*Work instructions*: Retype the whole listing exactly. Leave out pictures.

*Exercise materials*:
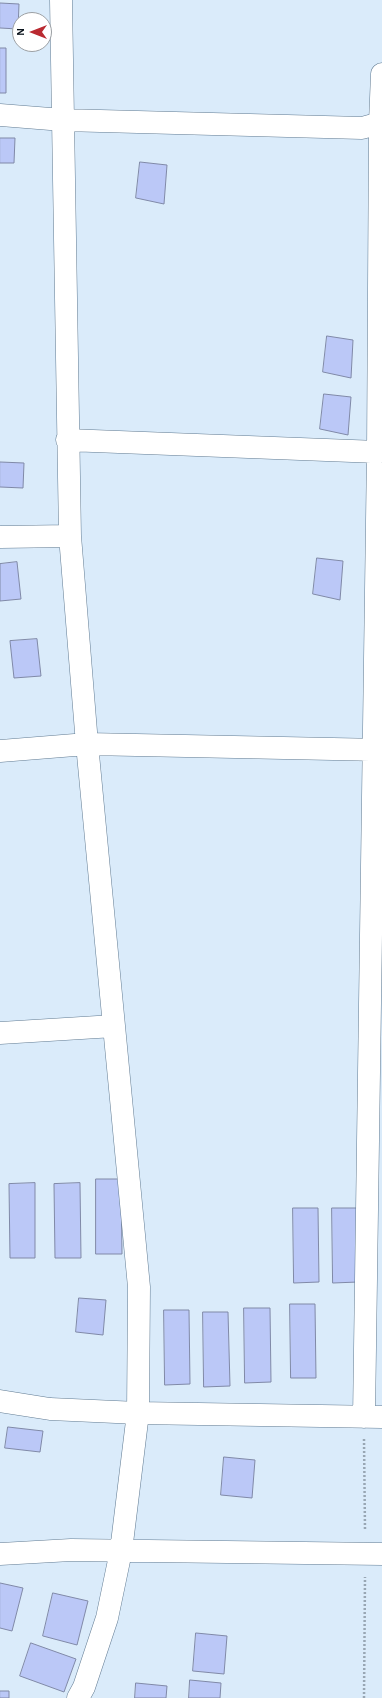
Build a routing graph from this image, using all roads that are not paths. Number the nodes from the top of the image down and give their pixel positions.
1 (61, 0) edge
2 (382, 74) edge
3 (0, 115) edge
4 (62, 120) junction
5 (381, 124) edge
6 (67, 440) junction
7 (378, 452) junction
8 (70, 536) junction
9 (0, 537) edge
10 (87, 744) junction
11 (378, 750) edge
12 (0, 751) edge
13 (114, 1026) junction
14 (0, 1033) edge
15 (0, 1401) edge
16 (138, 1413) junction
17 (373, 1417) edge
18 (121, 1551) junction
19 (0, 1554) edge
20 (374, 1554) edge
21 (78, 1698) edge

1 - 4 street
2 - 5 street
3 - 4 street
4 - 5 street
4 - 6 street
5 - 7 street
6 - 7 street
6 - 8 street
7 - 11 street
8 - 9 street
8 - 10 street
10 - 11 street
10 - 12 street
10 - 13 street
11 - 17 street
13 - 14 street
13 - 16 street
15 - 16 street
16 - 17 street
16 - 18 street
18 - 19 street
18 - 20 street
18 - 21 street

*Response area*:
Build a routing graph from this image, using all roads that are not paths. Number the nodes from the top of the image down and give their pixel positions.
1 (61, 0) edge
2 (382, 74) edge
3 (0, 115) edge
4 (62, 120) junction
5 (381, 124) edge
6 (67, 440) junction
7 (378, 452) junction
8 (70, 536) junction
9 (0, 537) edge
10 (87, 744) junction
11 (378, 750) edge
12 (0, 751) edge
13 (114, 1026) junction
14 (0, 1033) edge
15 (0, 1401) edge
16 (138, 1413) junction
17 (373, 1417) edge
18 (121, 1551) junction
19 (0, 1554) edge
20 (374, 1554) edge
21 (78, 1698) edge

1 - 4 street
2 - 5 street
3 - 4 street
4 - 5 street
4 - 6 street
5 - 7 street
6 - 7 street
6 - 8 street
7 - 11 street
8 - 9 street
8 - 10 street
10 - 11 street
10 - 12 street
10 - 13 street
11 - 17 street
13 - 14 street
13 - 16 street
15 - 16 street
16 - 17 street
16 - 18 street
18 - 19 street
18 - 20 street
18 - 21 street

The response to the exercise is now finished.